_Data:_
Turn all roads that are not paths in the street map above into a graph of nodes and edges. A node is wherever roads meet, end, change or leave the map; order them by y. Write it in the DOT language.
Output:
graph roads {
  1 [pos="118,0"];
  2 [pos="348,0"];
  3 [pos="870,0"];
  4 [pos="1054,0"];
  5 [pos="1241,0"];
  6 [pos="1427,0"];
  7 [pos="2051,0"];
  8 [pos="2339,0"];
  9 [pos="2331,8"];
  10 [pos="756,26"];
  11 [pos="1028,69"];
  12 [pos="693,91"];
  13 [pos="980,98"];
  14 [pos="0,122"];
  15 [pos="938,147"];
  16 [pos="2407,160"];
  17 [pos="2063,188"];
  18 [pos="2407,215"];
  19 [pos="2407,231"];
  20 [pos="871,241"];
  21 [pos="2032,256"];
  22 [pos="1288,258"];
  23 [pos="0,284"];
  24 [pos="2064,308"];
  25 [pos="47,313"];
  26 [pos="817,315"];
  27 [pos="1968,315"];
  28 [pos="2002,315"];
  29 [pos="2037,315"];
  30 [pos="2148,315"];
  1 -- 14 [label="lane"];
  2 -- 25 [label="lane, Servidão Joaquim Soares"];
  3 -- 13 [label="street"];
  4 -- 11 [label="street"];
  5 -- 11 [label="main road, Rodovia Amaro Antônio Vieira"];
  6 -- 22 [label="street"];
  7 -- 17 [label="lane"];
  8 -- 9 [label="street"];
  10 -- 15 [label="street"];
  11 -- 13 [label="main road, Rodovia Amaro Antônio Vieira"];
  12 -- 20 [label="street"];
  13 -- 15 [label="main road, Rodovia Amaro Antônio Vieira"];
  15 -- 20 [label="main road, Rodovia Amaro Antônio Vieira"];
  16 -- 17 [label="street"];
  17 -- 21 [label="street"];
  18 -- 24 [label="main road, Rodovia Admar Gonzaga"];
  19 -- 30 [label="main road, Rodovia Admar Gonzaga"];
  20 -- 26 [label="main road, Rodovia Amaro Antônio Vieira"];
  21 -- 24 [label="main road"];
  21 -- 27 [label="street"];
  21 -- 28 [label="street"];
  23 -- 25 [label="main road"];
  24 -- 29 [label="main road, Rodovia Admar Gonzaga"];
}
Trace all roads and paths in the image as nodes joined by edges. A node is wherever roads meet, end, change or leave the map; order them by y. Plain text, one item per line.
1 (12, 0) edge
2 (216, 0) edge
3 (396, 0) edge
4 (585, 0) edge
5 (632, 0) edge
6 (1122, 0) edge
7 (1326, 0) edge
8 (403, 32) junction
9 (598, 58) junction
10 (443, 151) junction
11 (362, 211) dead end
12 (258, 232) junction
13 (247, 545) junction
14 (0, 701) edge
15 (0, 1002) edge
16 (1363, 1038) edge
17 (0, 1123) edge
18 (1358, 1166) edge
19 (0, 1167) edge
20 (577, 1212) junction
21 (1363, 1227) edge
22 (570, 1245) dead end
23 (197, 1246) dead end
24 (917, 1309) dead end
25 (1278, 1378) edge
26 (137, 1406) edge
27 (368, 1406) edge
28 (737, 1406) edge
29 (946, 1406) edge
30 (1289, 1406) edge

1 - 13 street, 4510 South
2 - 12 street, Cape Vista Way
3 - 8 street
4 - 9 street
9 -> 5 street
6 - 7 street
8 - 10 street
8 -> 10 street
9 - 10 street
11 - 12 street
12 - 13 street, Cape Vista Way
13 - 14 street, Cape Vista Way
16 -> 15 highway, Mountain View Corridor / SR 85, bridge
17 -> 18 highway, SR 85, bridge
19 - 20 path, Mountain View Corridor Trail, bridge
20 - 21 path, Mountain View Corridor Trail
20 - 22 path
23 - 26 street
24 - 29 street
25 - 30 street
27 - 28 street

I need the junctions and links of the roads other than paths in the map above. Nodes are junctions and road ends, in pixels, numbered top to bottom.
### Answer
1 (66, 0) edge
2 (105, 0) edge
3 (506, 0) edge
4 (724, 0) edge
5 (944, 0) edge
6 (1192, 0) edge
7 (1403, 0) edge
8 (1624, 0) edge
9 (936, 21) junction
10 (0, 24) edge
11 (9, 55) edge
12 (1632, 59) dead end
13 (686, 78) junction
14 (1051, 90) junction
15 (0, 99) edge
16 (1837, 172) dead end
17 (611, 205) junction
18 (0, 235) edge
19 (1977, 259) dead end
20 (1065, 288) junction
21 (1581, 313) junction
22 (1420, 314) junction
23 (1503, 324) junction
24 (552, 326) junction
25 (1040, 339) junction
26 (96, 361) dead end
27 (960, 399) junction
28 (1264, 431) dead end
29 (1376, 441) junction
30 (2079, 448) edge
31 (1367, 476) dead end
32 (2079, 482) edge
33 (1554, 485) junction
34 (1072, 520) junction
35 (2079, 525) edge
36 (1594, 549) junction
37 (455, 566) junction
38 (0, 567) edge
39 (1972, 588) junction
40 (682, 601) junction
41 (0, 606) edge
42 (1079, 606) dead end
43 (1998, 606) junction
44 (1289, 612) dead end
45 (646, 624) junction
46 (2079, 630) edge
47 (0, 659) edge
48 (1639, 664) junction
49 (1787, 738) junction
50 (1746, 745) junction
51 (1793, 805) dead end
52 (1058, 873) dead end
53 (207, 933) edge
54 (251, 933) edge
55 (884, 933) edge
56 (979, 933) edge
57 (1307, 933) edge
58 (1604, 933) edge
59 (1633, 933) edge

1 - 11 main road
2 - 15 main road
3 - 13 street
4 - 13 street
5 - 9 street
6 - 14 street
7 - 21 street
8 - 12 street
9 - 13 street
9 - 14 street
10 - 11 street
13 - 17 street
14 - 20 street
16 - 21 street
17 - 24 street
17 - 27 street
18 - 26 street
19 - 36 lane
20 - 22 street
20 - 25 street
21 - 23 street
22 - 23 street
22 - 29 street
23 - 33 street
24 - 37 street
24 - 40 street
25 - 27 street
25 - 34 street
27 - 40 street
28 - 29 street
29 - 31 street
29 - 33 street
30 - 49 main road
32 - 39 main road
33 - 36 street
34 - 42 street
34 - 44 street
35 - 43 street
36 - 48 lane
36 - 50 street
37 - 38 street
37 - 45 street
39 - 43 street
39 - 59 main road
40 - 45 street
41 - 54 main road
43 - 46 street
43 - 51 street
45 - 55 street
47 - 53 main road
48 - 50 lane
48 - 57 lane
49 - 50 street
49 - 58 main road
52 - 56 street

_Task requirements:_ Where a line above includes "paths", copy that line.

_Result for this task:_
Turn all roads that are not paths in the street map above into a graph of nodes and edges. A node is wherever roads meet, end, change or leave the map; order them by y. Write it in the DOT language.
Trace all roads and paths in the image as nodes joined by edges. A node is wherever roads meet, end, change or leave the map; order them by y. Plain text, one item per line.
I need the junctions and links of the roads other than paths in the map above. Nodes are junctions and road ends, in pixels, numbered top to bottom.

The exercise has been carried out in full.